(RECORDS FOR THIS TASK)
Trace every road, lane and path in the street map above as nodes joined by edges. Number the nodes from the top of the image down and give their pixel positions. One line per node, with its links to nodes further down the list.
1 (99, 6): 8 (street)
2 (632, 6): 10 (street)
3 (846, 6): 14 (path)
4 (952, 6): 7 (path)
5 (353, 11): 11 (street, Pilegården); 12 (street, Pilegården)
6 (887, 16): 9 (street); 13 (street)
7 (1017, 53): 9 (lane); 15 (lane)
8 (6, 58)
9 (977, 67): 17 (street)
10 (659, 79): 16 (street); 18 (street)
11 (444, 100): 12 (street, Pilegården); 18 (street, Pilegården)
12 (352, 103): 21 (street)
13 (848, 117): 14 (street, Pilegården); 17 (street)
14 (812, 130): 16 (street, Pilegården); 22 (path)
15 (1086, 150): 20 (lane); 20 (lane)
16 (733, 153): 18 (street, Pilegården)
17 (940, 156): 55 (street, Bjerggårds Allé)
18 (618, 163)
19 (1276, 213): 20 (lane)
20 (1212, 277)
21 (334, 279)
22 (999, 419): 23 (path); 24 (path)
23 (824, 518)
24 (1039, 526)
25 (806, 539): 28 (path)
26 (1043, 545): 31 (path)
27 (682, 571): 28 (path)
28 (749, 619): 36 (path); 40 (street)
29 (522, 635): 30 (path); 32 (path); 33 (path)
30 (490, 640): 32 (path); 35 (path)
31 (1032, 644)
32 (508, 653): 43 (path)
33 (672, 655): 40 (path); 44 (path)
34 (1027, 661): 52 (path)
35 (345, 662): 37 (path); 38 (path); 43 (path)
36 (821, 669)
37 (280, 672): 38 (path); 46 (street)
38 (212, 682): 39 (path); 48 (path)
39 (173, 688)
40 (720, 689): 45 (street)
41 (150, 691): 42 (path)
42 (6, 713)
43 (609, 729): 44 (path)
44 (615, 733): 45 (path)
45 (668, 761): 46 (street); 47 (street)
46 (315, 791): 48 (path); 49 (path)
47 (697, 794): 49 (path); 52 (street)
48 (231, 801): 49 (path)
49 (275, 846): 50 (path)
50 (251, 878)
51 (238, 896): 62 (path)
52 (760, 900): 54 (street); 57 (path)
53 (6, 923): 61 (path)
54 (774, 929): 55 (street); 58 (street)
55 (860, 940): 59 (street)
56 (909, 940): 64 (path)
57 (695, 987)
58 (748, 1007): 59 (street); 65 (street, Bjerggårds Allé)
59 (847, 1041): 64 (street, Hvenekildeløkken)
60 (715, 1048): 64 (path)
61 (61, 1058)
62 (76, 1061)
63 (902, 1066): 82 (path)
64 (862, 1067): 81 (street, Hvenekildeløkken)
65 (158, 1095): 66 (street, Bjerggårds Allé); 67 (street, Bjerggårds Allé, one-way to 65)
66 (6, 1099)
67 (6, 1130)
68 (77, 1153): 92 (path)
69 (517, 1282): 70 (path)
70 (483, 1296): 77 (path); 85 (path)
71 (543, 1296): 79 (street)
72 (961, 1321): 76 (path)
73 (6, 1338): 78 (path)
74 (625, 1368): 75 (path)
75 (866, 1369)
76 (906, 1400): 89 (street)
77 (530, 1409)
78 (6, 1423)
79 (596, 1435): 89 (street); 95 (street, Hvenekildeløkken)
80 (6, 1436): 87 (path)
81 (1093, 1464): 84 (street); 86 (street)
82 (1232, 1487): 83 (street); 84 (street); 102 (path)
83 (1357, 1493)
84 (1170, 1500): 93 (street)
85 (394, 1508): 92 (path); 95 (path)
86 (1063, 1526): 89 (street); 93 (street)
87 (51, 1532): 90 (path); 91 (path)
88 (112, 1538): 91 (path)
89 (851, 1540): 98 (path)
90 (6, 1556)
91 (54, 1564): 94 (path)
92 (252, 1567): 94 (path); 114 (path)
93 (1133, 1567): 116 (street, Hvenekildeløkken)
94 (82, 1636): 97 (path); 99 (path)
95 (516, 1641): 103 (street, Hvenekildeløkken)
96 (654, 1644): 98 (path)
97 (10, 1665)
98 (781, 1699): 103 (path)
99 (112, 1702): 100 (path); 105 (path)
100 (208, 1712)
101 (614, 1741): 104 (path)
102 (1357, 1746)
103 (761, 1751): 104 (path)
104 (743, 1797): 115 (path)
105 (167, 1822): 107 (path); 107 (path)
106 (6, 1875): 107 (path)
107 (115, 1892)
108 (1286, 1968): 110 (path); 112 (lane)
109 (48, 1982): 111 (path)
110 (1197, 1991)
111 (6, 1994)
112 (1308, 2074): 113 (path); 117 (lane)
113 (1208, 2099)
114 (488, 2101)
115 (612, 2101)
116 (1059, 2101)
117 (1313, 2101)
(End RECORDS FOR THIS TASK)
TASK OBJECTIVE:
Using the data above, restate every record word for word.

FINISHED EXERCISE:
Trace every road, lane and path in the street map above as nodes joined by edges. Number the nodes from the top of the image down and give their pixel positions. One line per node, with its links to nodes further down the list.
1 (99, 6): 8 (street)
2 (632, 6): 10 (street)
3 (846, 6): 14 (path)
4 (952, 6): 7 (path)
5 (353, 11): 11 (street, Pilegården); 12 (street, Pilegården)
6 (887, 16): 9 (street); 13 (street)
7 (1017, 53): 9 (lane); 15 (lane)
8 (6, 58)
9 (977, 67): 17 (street)
10 (659, 79): 16 (street); 18 (street)
11 (444, 100): 12 (street, Pilegården); 18 (street, Pilegården)
12 (352, 103): 21 (street)
13 (848, 117): 14 (street, Pilegården); 17 (street)
14 (812, 130): 16 (street, Pilegården); 22 (path)
15 (1086, 150): 20 (lane); 20 (lane)
16 (733, 153): 18 (street, Pilegården)
17 (940, 156): 55 (street, Bjerggårds Allé)
18 (618, 163)
19 (1276, 213): 20 (lane)
20 (1212, 277)
21 (334, 279)
22 (999, 419): 23 (path); 24 (path)
23 (824, 518)
24 (1039, 526)
25 (806, 539): 28 (path)
26 (1043, 545): 31 (path)
27 (682, 571): 28 (path)
28 (749, 619): 36 (path); 40 (street)
29 (522, 635): 30 (path); 32 (path); 33 (path)
30 (490, 640): 32 (path); 35 (path)
31 (1032, 644)
32 (508, 653): 43 (path)
33 (672, 655): 40 (path); 44 (path)
34 (1027, 661): 52 (path)
35 (345, 662): 37 (path); 38 (path); 43 (path)
36 (821, 669)
37 (280, 672): 38 (path); 46 (street)
38 (212, 682): 39 (path); 48 (path)
39 (173, 688)
40 (720, 689): 45 (street)
41 (150, 691): 42 (path)
42 (6, 713)
43 (609, 729): 44 (path)
44 (615, 733): 45 (path)
45 (668, 761): 46 (street); 47 (street)
46 (315, 791): 48 (path); 49 (path)
47 (697, 794): 49 (path); 52 (street)
48 (231, 801): 49 (path)
49 (275, 846): 50 (path)
50 (251, 878)
51 (238, 896): 62 (path)
52 (760, 900): 54 (street); 57 (path)
53 (6, 923): 61 (path)
54 (774, 929): 55 (street); 58 (street)
55 (860, 940): 59 (street)
56 (909, 940): 64 (path)
57 (695, 987)
58 (748, 1007): 59 (street); 65 (street, Bjerggårds Allé)
59 (847, 1041): 64 (street, Hvenekildeløkken)
60 (715, 1048): 64 (path)
61 (61, 1058)
62 (76, 1061)
63 (902, 1066): 82 (path)
64 (862, 1067): 81 (street, Hvenekildeløkken)
65 (158, 1095): 66 (street, Bjerggårds Allé); 67 (street, Bjerggårds Allé, one-way to 65)
66 (6, 1099)
67 (6, 1130)
68 (77, 1153): 92 (path)
69 (517, 1282): 70 (path)
70 (483, 1296): 77 (path); 85 (path)
71 (543, 1296): 79 (street)
72 (961, 1321): 76 (path)
73 (6, 1338): 78 (path)
74 (625, 1368): 75 (path)
75 (866, 1369)
76 (906, 1400): 89 (street)
77 (530, 1409)
78 (6, 1423)
79 (596, 1435): 89 (street); 95 (street, Hvenekildeløkken)
80 (6, 1436): 87 (path)
81 (1093, 1464): 84 (street); 86 (street)
82 (1232, 1487): 83 (street); 84 (street); 102 (path)
83 (1357, 1493)
84 (1170, 1500): 93 (street)
85 (394, 1508): 92 (path); 95 (path)
86 (1063, 1526): 89 (street); 93 (street)
87 (51, 1532): 90 (path); 91 (path)
88 (112, 1538): 91 (path)
89 (851, 1540): 98 (path)
90 (6, 1556)
91 (54, 1564): 94 (path)
92 (252, 1567): 94 (path); 114 (path)
93 (1133, 1567): 116 (street, Hvenekildeløkken)
94 (82, 1636): 97 (path); 99 (path)
95 (516, 1641): 103 (street, Hvenekildeløkken)
96 (654, 1644): 98 (path)
97 (10, 1665)
98 (781, 1699): 103 (path)
99 (112, 1702): 100 (path); 105 (path)
100 (208, 1712)
101 (614, 1741): 104 (path)
102 (1357, 1746)
103 (761, 1751): 104 (path)
104 (743, 1797): 115 (path)
105 (167, 1822): 107 (path); 107 (path)
106 (6, 1875): 107 (path)
107 (115, 1892)
108 (1286, 1968): 110 (path); 112 (lane)
109 (48, 1982): 111 (path)
110 (1197, 1991)
111 (6, 1994)
112 (1308, 2074): 113 (path); 117 (lane)
113 (1208, 2099)
114 (488, 2101)
115 (612, 2101)
116 (1059, 2101)
117 (1313, 2101)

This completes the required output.